Stored data entries:
--- START ---
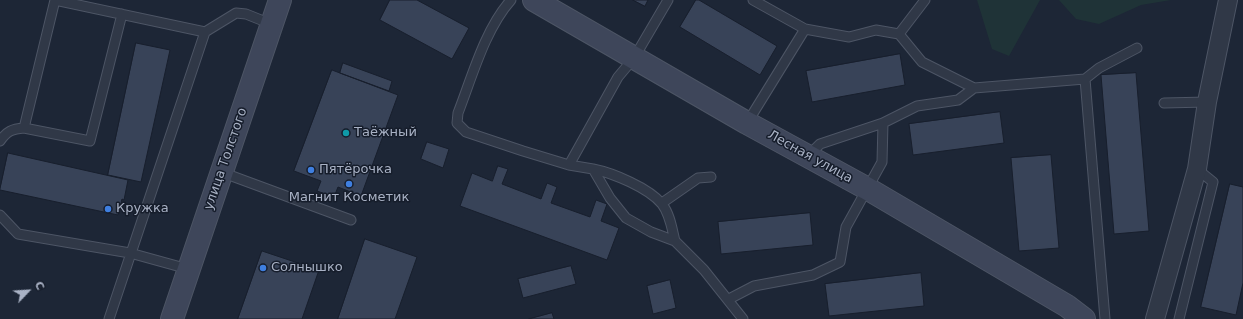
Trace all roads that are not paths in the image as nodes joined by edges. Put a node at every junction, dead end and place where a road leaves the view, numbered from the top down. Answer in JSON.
{"nodes":[{"id":1,"x":55,"y":0,"type":"edge"},
{"id":2,"x":280,"y":0,"type":"edge"},
{"id":3,"x":511,"y":0,"type":"edge"},
{"id":4,"x":534,"y":0,"type":"edge"},
{"id":5,"x":668,"y":0,"type":"edge"},
{"id":6,"x":753,"y":0,"type":"edge"},
{"id":7,"x":925,"y":0,"type":"edge"},
{"id":8,"x":1228,"y":0,"type":"edge"},
{"id":9,"x":122,"y":14,"type":"junction"},
{"id":10,"x":271,"y":24,"type":"junction"},
{"id":11,"x":805,"y":29,"type":"junction"},
{"id":12,"x":204,"y":32,"type":"junction"},
{"id":13,"x":899,"y":34,"type":"junction"},
{"id":14,"x":1137,"y":48,"type":"dead end"},
{"id":15,"x":634,"y":58,"type":"junction"},
{"id":16,"x":1085,"y":79,"type":"junction"},
{"id":17,"x":974,"y":88,"type":"junction"},
{"id":18,"x":1207,"y":102,"type":"junction"},
{"id":19,"x":1164,"y":103,"type":"dead end"},
{"id":20,"x":747,"y":123,"type":"junction"},
{"id":21,"x":883,"y":123,"type":"junction"},
{"id":22,"x":24,"y":128,"type":"junction"},
{"id":23,"x":0,"y":141,"type":"edge"},
{"id":24,"x":808,"y":156,"type":"junction"},
{"id":25,"x":570,"y":165,"type":"junction"},
{"id":26,"x":594,"y":169,"type":"junction"},
{"id":27,"x":1197,"y":169,"type":"junction"},
{"id":28,"x":221,"y":172,"type":"junction"},
{"id":29,"x":711,"y":178,"type":"dead end"},
{"id":30,"x":868,"y":189,"type":"junction"},
{"id":31,"x":662,"y":204,"type":"junction"},
{"id":32,"x":0,"y":215,"type":"edge"},
{"id":33,"x":351,"y":220,"type":"dead end"},
{"id":34,"x":675,"y":241,"type":"junction"},
{"id":35,"x":130,"y":253,"type":"junction"},
{"id":36,"x":188,"y":269,"type":"junction"},
{"id":37,"x":728,"y":299,"type":"junction"},
{"id":38,"x":109,"y":319,"type":"edge"},
{"id":39,"x":172,"y":319,"type":"edge"},
{"id":40,"x":743,"y":319,"type":"edge"},
{"id":41,"x":1084,"y":319,"type":"edge"},
{"id":42,"x":1105,"y":319,"type":"edge"},
{"id":43,"x":1155,"y":319,"type":"edge"},
{"id":44,"x":1179,"y":319,"type":"edge"}],
"edges":[{"from":1,"to":9,"type":"lane"},
{"from":1,"to":22,"type":"lane"},
{"from":2,"to":10,"type":"street","name":"улица Толстого"},
{"from":3,"to":25,"type":"lane"},
{"from":4,"to":15,"type":"street","name":"Лесная улица"},
{"from":5,"to":15,"type":"lane"},
{"from":6,"to":11,"type":"lane"},
{"from":7,"to":13,"type":"lane"},
{"from":8,"to":18,"type":"street"},
{"from":9,"to":12,"type":"lane"},
{"from":9,"to":22,"type":"lane"},
{"from":10,"to":12,"type":"lane"},
{"from":10,"to":28,"type":"street","name":"улица Толстого"},
{"from":11,"to":13,"type":"lane"},
{"from":11,"to":20,"type":"lane"},
{"from":12,"to":35,"type":"lane"},
{"from":13,"to":17,"type":"lane"},
{"from":14,"to":16,"type":"lane"},
{"from":15,"to":20,"type":"street","name":"Лесная улица"},
{"from":15,"to":25,"type":"lane"},
{"from":16,"to":17,"type":"lane"},
{"from":16,"to":42,"type":"lane"},
{"from":17,"to":21,"type":"lane"},
{"from":18,"to":19,"type":"lane"},
{"from":18,"to":27,"type":"street"},
{"from":20,"to":24,"type":"street","name":"Лесная улица"},
{"from":21,"to":24,"type":"lane"},
{"from":21,"to":30,"type":"lane"},
{"from":22,"to":23,"type":"lane"},
{"from":24,"to":30,"type":"street","name":"Лесная улица"},
{"from":25,"to":26,"type":"lane"},
{"from":26,"to":31,"type":"lane"},
{"from":26,"to":34,"type":"lane"},
{"from":27,"to":43,"type":"street"},
{"from":27,"to":44,"type":"lane"},
{"from":28,"to":33,"type":"lane"},
{"from":28,"to":36,"type":"street","name":"улица Толстого"},
{"from":29,"to":31,"type":"lane"},
{"from":30,"to":37,"type":"lane"},
{"from":30,"to":41,"type":"street","name":"Лесная улица"},
{"from":31,"to":34,"type":"lane"},
{"from":32,"to":35,"type":"lane"},
{"from":34,"to":37,"type":"lane"},
{"from":35,"to":36,"type":"lane"},
{"from":35,"to":38,"type":"lane"},
{"from":36,"to":39,"type":"street","name":"улица Толстого"},
{"from":37,"to":40,"type":"lane"}]}
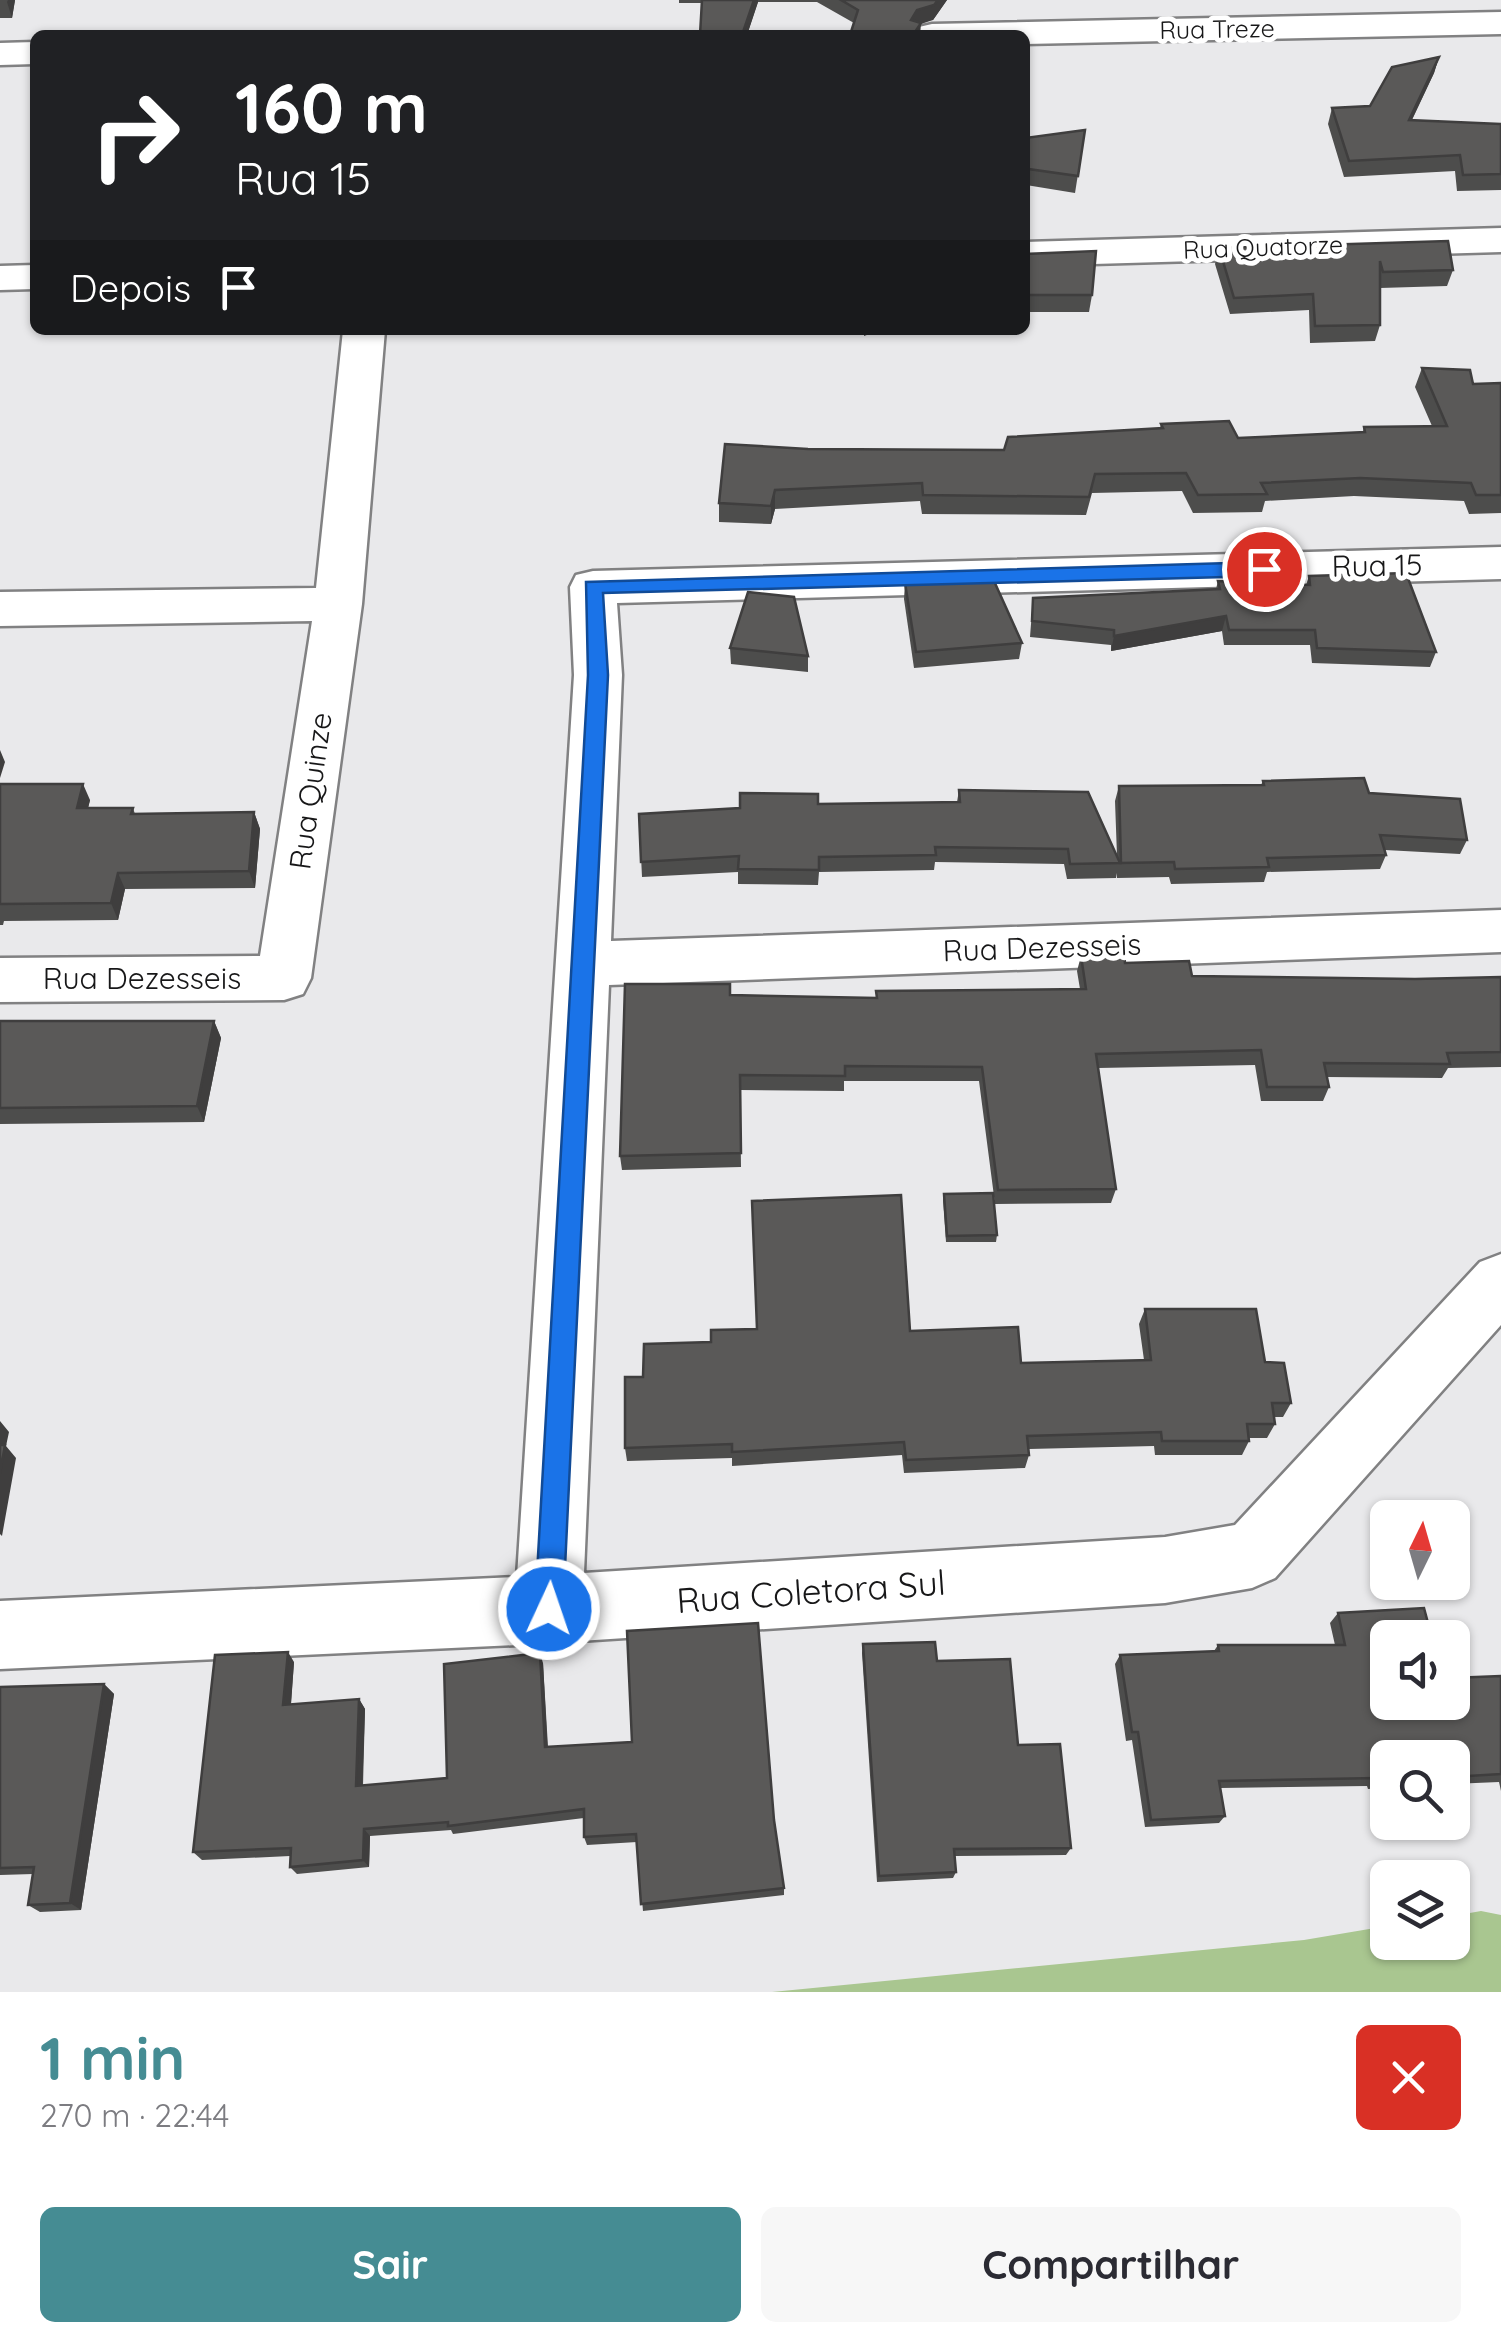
--- END ---
_Exercise_
From the records above, determine how many lines hold "name" and give only that number.

_Expected output_
9